3.2 防治 术前:纠正患者全身性不利因素:改善凝血功能,给予护肝、补充维生素K1,将血压降至合理范围,给予糖皮质激素以提高机体应激及耐受能力,给予脱水以降低颅内压[2]。肿瘤巨大,可于术前实行精确放疗及介入栓塞供瘤动脉以减少血供,达到缩小瘤体的目的,以减轻瘤周脑组织的压迫,改善瘤周脑组织的血供后再手术,值得注意的是栓塞后短期内瘤体不会缩小,应在栓塞2~4周后再行手术[4],同时术前栓塞还能够减少术中出血,避免大量输血影响患者机体凝血功能。

术中:切除肿瘤时,应分块切除,换取操作空间,减少对瘤周组织的牵拉。肿瘤切除后,不建议进行瘤周血管探查,否则会引起再损伤。耐压实验是十分有效而必要的,使术中患者的收缩压升高至术前基础或正常收缩压的120%~130%,持续30min以上,若无活动出血、瘤腔移位或缩小,可安全关颅。关颅前可电灼桥静脉,以免后患,同时应在瘤腔内注入生理盐水,使瘤床保持一定的压力,不致脑组织过度塌陷,严密缝合硬膜并悬吊[5],可在缝合的针眼处涂抹耳脑胶,以防脑脊液外漏。若瘤腔巨大,可于瘤腔内放置2~3枚粗细合适的弗雷式尿管并在球囊中注入适量生理盐水不但可作为引流管,而且充满生理盐水的球囊还可作为填塞物防止瘤周脑组织急剧移位,并设计好拔出途径,以免难以拔除,在硬膜留置口处,可缝合肌瓣或腱膜,以便拔出后覆盖漏口,防止脑脊液外漏。

术后:瘤腔巨大者可带气管插管返回监护室呼吸机支持呼吸,这样做一可方便控制收缩压在120mmHg以下;二可方便管理患者的头位,使患侧在上,48小时后根据情况拔管。值得注意的是在此期间,患者意识丧失,应严密观察血压、瞳孔变化及引流液的性质,发现异常后应及时复查头颅CT。引流管的管理也十分重要,引流的量和速度应和脑脊液一致,弗雷式尿管水囊内的液体量,应在48小时内逐渐排空并拔出尿管。
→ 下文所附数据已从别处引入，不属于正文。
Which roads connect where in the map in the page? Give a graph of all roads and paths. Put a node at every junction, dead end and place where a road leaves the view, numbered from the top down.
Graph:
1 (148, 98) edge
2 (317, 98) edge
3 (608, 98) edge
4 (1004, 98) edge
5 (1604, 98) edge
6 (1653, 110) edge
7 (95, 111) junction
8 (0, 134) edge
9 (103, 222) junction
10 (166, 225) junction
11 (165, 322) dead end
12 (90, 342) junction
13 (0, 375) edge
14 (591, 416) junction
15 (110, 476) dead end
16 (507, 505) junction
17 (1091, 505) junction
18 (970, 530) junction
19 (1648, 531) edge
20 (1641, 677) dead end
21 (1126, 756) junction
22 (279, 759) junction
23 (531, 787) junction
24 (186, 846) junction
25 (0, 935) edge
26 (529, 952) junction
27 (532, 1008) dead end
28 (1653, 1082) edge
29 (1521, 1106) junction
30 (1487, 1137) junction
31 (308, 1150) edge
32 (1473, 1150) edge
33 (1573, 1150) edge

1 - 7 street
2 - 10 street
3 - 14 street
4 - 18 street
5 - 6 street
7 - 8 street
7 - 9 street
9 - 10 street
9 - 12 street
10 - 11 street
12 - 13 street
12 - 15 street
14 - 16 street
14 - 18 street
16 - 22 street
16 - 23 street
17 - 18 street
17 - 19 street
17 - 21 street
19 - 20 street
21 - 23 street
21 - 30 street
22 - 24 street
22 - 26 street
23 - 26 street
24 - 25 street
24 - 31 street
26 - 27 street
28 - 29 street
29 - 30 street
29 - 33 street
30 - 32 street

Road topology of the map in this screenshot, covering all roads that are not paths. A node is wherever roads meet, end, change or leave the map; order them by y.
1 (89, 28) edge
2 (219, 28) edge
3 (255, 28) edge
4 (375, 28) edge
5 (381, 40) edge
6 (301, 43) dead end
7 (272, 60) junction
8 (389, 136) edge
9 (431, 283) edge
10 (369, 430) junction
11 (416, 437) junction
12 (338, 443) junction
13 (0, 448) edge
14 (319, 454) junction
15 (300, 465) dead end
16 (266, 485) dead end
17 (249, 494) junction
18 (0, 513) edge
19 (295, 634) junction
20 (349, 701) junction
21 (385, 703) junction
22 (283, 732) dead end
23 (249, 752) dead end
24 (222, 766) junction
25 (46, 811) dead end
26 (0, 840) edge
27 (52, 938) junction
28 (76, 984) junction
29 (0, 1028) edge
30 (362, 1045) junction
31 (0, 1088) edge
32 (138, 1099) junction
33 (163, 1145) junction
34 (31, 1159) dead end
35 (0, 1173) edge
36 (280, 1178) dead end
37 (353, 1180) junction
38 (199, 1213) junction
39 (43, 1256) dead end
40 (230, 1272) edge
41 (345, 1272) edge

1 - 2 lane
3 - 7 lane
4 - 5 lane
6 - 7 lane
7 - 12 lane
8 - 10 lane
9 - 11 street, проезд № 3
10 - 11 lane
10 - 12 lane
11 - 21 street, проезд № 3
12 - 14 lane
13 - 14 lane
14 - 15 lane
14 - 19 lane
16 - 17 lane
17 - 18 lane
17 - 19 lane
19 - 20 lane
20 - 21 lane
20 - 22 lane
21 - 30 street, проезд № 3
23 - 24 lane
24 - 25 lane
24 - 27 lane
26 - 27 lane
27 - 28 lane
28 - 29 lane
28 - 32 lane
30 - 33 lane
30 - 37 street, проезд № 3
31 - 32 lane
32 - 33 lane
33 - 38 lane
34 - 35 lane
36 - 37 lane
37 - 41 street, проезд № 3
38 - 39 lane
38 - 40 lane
一旦确诊为颅内血肿且具有手术指征时,应尽快再次手术清除血肿[2]。

[1] Taylor WA,Thomas NW,Wellings JA,et al.Timing of postoperative intracranial hematoma development and implications for the best use of neurosurgical intensive care[J].J Neurosurg,1995,82:48-50.

[2] 兰松,马建荣.颅内肿瘤开颅后再出血的原因及其防治[J].中国现代医学杂志,2005,15(2):281.

[3] Gerlach R,Tolle F,Raabe A,et al.Increased risk for postoperative hemorrhage after intracranial surgery in patients with decreased factor XIII activity:implications of a prospecyive study[J].Stroke,2002,33(6):1618. [4] 王忠诚.王忠诚神经外科学[M].1版.武汉:湖北科学技术出版社,2005:308.

[5] 黄云华,王新志,杨福兵.颅内肿瘤切除术后并发非手术区颅内血肿6例并文献复习[J].泸州医学院学报,2006,29(6):53.